**Activity**.
Write the listing below out again exactly, dropping the images.

**Record extracts**.

-*-*-

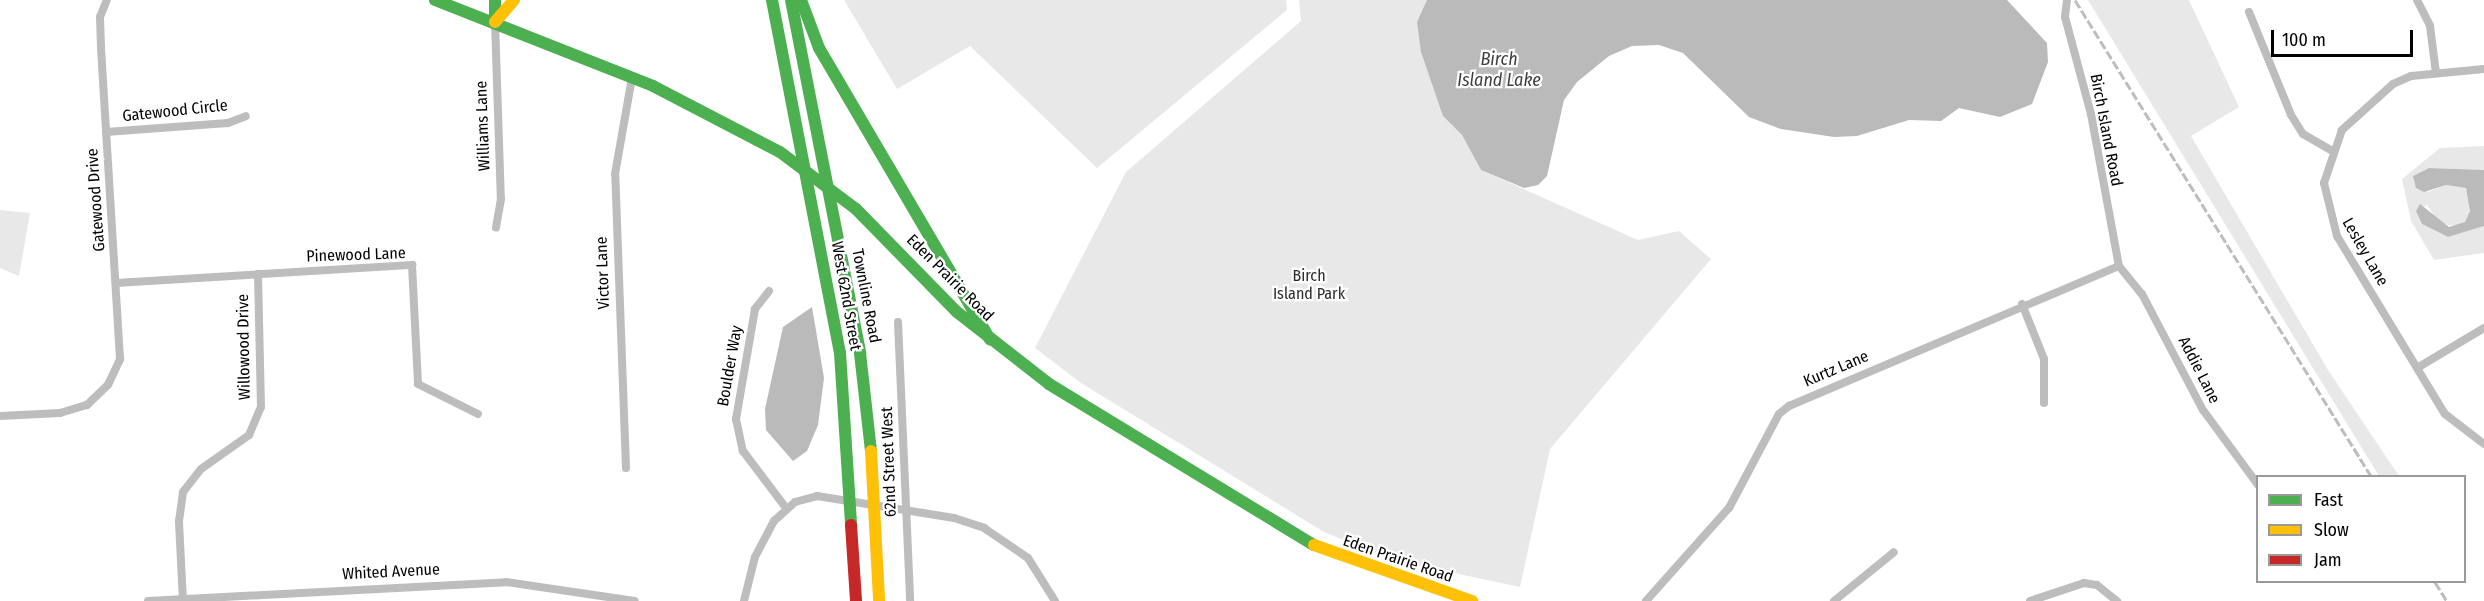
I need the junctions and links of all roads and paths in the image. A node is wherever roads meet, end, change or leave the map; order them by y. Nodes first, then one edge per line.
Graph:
1 (107, 0) edge
2 (435, 0) edge
3 (495, 0) edge
4 (514, 0) edge
5 (772, 0) edge
6 (791, 0) edge
7 (801, 0) edge
8 (2067, 0) edge
9 (2417, 0) edge
10 (2249, 12) dead end
11 (495, 22) junction
12 (2484, 69) edge
13 (2436, 73) junction
14 (632, 78) junction
15 (246, 117) dead end
16 (106, 132) junction
17 (2332, 151) junction
18 (496, 228) dead end
19 (2119, 266) junction
20 (258, 274) junction
21 (117, 283) junction
22 (769, 291) dead end
23 (2022, 304) junction
24 (898, 322) dead end
25 (2484, 328) edge
26 (990, 340) junction
27 (2417, 368) junction
28 (2044, 404) dead end
29 (478, 414) dead end
30 (0, 416) edge
31 (2484, 444) edge
32 (626, 468) dead end
33 (2256, 482) edge
34 (852, 502) junction
35 (876, 506) junction
36 (786, 508) junction
37 (905, 513) junction
38 (1894, 552) dead end
39 (183, 600) edge
40 (148, 601) edge
41 (635, 601) edge
42 (744, 601) edge
43 (856, 601) edge
44 (879, 601) edge
45 (910, 601) edge
46 (1055, 601) edge
47 (1472, 601) edge
48 (1646, 601) edge
49 (1834, 601) edge
50 (2030, 601) edge
51 (2117, 601) edge

1 - 16 street, Gatewood Drive
2 - 11 main road, Eden Prairie Road
3 - 11 main road
4 - 11 main road
5 - 34 main road, West 62nd Street
6 - 35 main road, Townline Road
7 - 26 main road
8 - 19 street, Birch Island Road
9 - 13 street
10 - 17 street
11 - 14 main road, Eden Prairie Road
11 - 18 street, Williams Lane
12 - 13 street, Lesley Lane
13 - 17 street, Lesley Lane
14 - 26 main road, Eden Prairie Road, bridge
14 - 32 street, Victor Lane
15 - 16 street, Gatewood Circle
16 - 21 street, Gatewood Drive
17 - 27 street, Lesley Lane
19 - 23 street, Kurtz Lane
19 - 33 street, Addie Lane
20 - 21 street, Pinewood Lane
20 - 29 street, Pinewood Lane
20 - 39 street, Willowood Drive
21 - 30 street, Gatewood Drive
22 - 36 street, Boulder Way
23 - 28 street
23 - 48 street, Kurtz Lane
24 - 37 street, 62nd Street West
25 - 27 street
26 - 47 main road, Eden Prairie Road
27 - 31 street, Lesley Lane
34 - 35 street
34 - 36 street
34 - 43 main road, West 62nd Street
35 - 37 street
35 - 44 main road, Townline Road
36 - 42 street
37 - 45 street, 62nd Street West
37 - 46 street
38 - 49 street
39 - 40 street, Whited Avenue
39 - 41 street, Whited Avenue
50 - 51 street

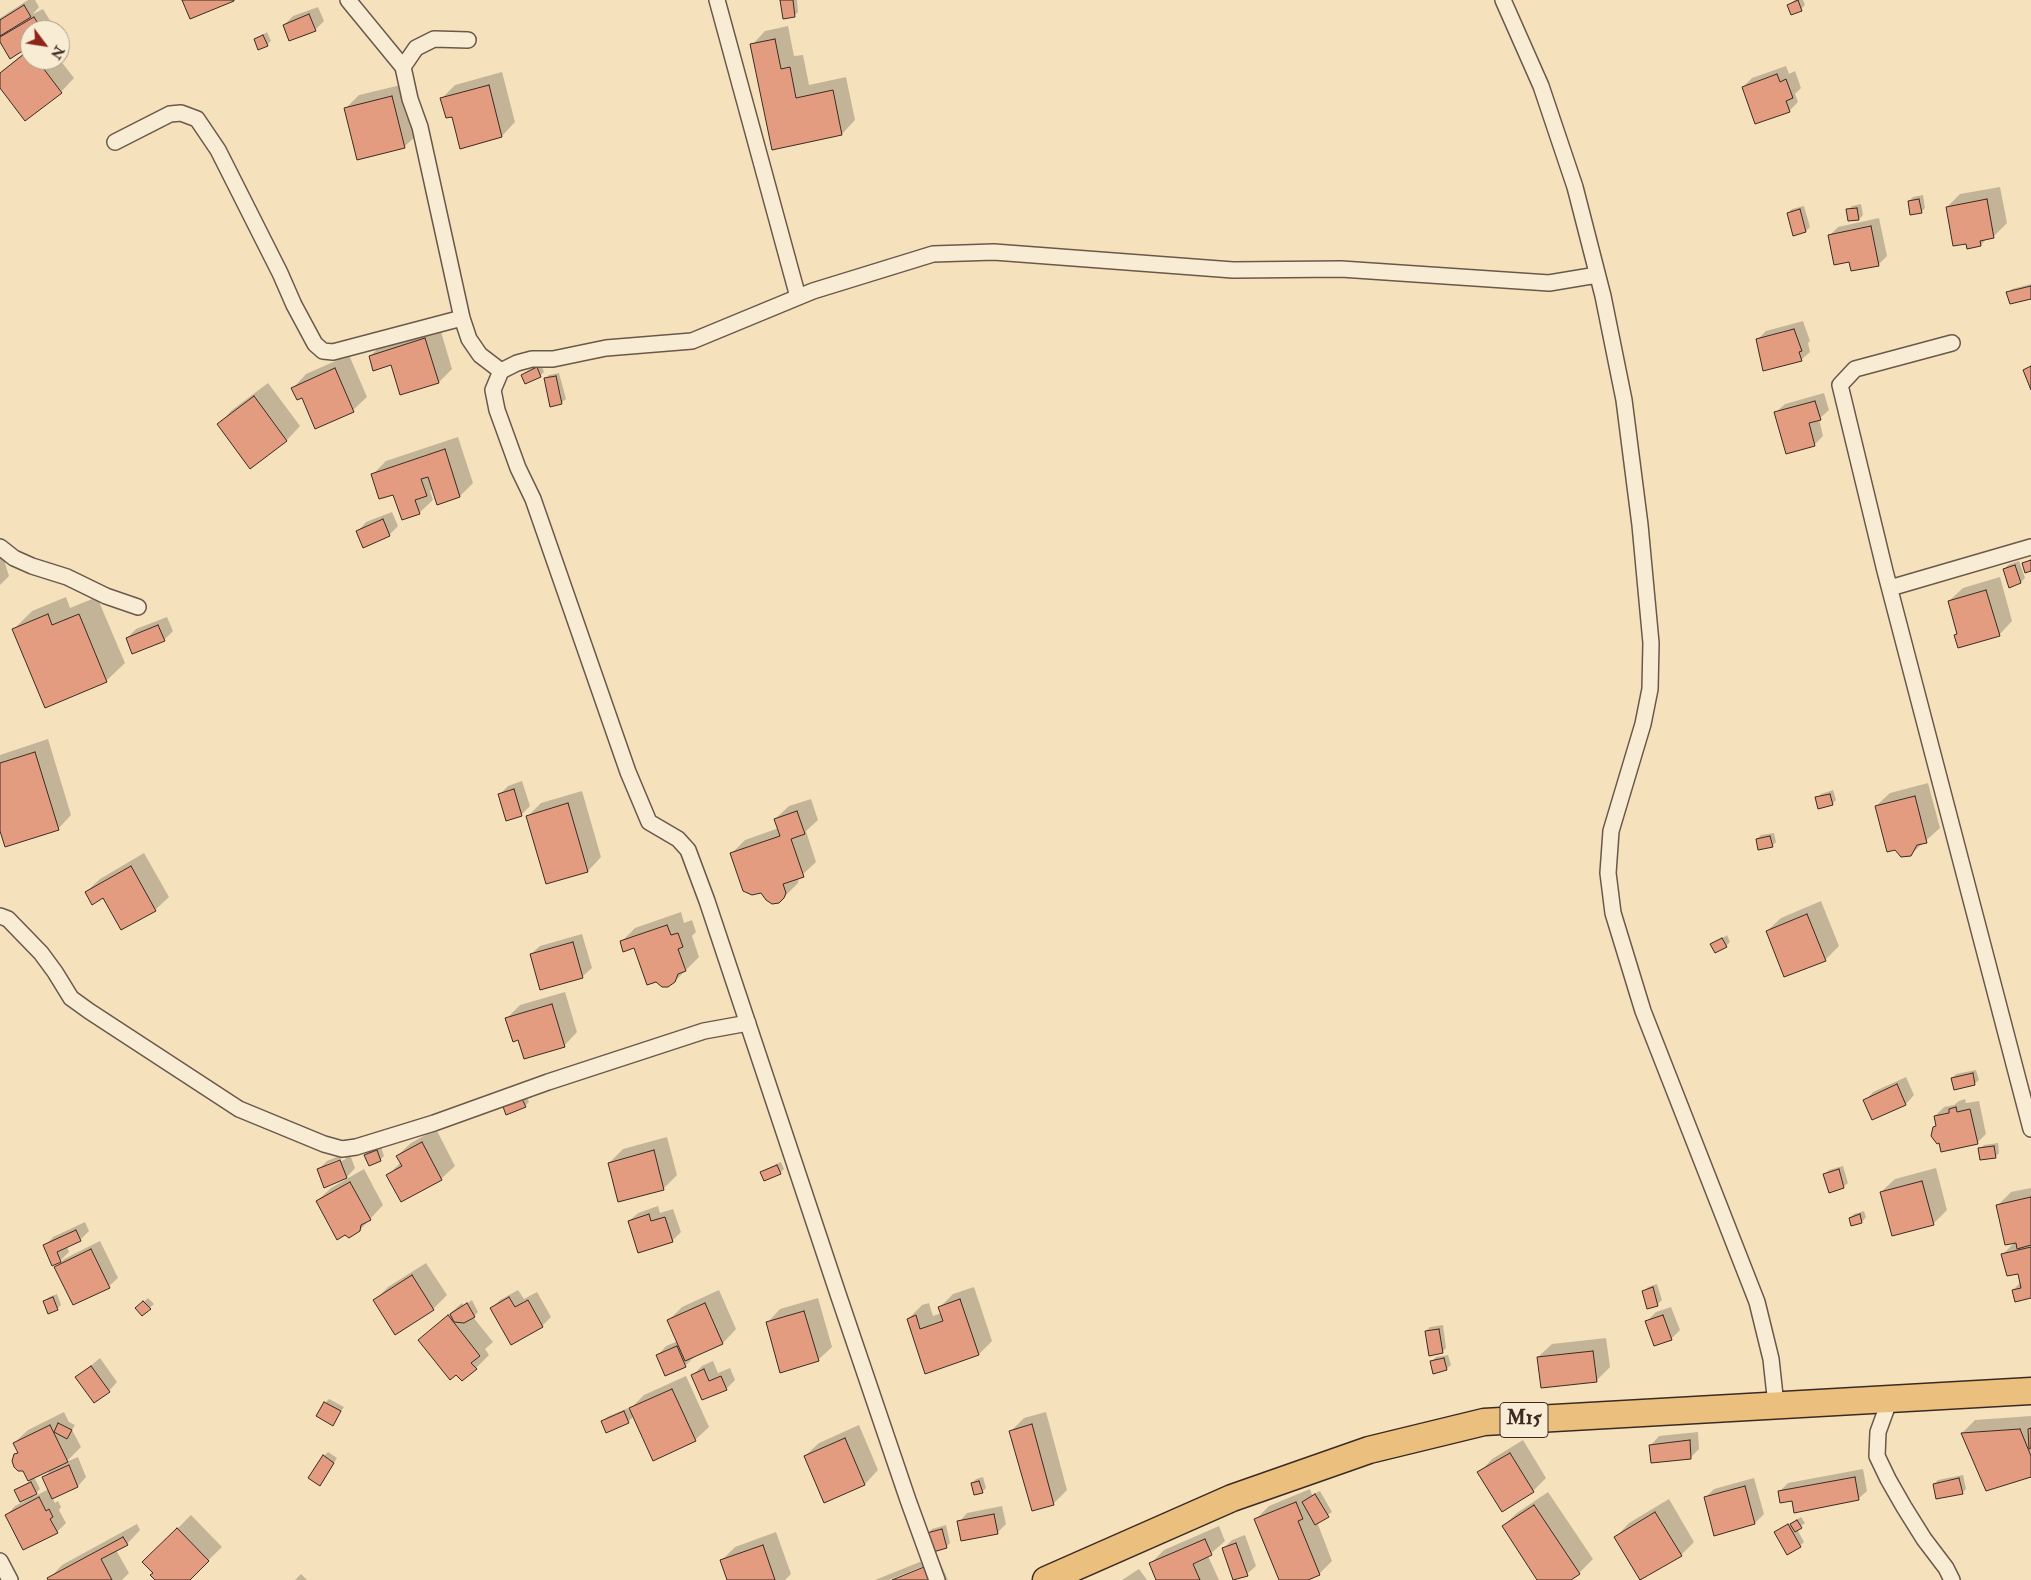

-*-*-

**Task answer**.
I need the junctions and links of all roads and paths in the image. A node is wherever roads meet, end, change or leave the map; order them by y. Nodes first, then one edge per line.
Graph:
1 (107, 0) edge
2 (435, 0) edge
3 (495, 0) edge
4 (514, 0) edge
5 (772, 0) edge
6 (791, 0) edge
7 (801, 0) edge
8 (2067, 0) edge
9 (2417, 0) edge
10 (2249, 12) dead end
11 (495, 22) junction
12 (2484, 69) edge
13 (2436, 73) junction
14 (632, 78) junction
15 (246, 117) dead end
16 (106, 132) junction
17 (2332, 151) junction
18 (496, 228) dead end
19 (2119, 266) junction
20 (258, 274) junction
21 (117, 283) junction
22 (769, 291) dead end
23 (2022, 304) junction
24 (898, 322) dead end
25 (2484, 328) edge
26 (990, 340) junction
27 (2417, 368) junction
28 (2044, 404) dead end
29 (478, 414) dead end
30 (0, 416) edge
31 (2484, 444) edge
32 (626, 468) dead end
33 (2256, 482) edge
34 (852, 502) junction
35 (876, 506) junction
36 (786, 508) junction
37 (905, 513) junction
38 (1894, 552) dead end
39 (183, 600) edge
40 (148, 601) edge
41 (635, 601) edge
42 (744, 601) edge
43 (856, 601) edge
44 (879, 601) edge
45 (910, 601) edge
46 (1055, 601) edge
47 (1472, 601) edge
48 (1646, 601) edge
49 (1834, 601) edge
50 (2030, 601) edge
51 (2117, 601) edge

1 - 16 street, Gatewood Drive
2 - 11 main road, Eden Prairie Road
3 - 11 main road
4 - 11 main road
5 - 34 main road, West 62nd Street
6 - 35 main road, Townline Road
7 - 26 main road
8 - 19 street, Birch Island Road
9 - 13 street
10 - 17 street
11 - 14 main road, Eden Prairie Road
11 - 18 street, Williams Lane
12 - 13 street, Lesley Lane
13 - 17 street, Lesley Lane
14 - 26 main road, Eden Prairie Road, bridge
14 - 32 street, Victor Lane
15 - 16 street, Gatewood Circle
16 - 21 street, Gatewood Drive
17 - 27 street, Lesley Lane
19 - 23 street, Kurtz Lane
19 - 33 street, Addie Lane
20 - 21 street, Pinewood Lane
20 - 29 street, Pinewood Lane
20 - 39 street, Willowood Drive
21 - 30 street, Gatewood Drive
22 - 36 street, Boulder Way
23 - 28 street
23 - 48 street, Kurtz Lane
24 - 37 street, 62nd Street West
25 - 27 street
26 - 47 main road, Eden Prairie Road
27 - 31 street, Lesley Lane
34 - 35 street
34 - 36 street
34 - 43 main road, West 62nd Street
35 - 37 street
35 - 44 main road, Townline Road
36 - 42 street
37 - 45 street, 62nd Street West
37 - 46 street
38 - 49 street
39 - 40 street, Whited Avenue
39 - 41 street, Whited Avenue
50 - 51 street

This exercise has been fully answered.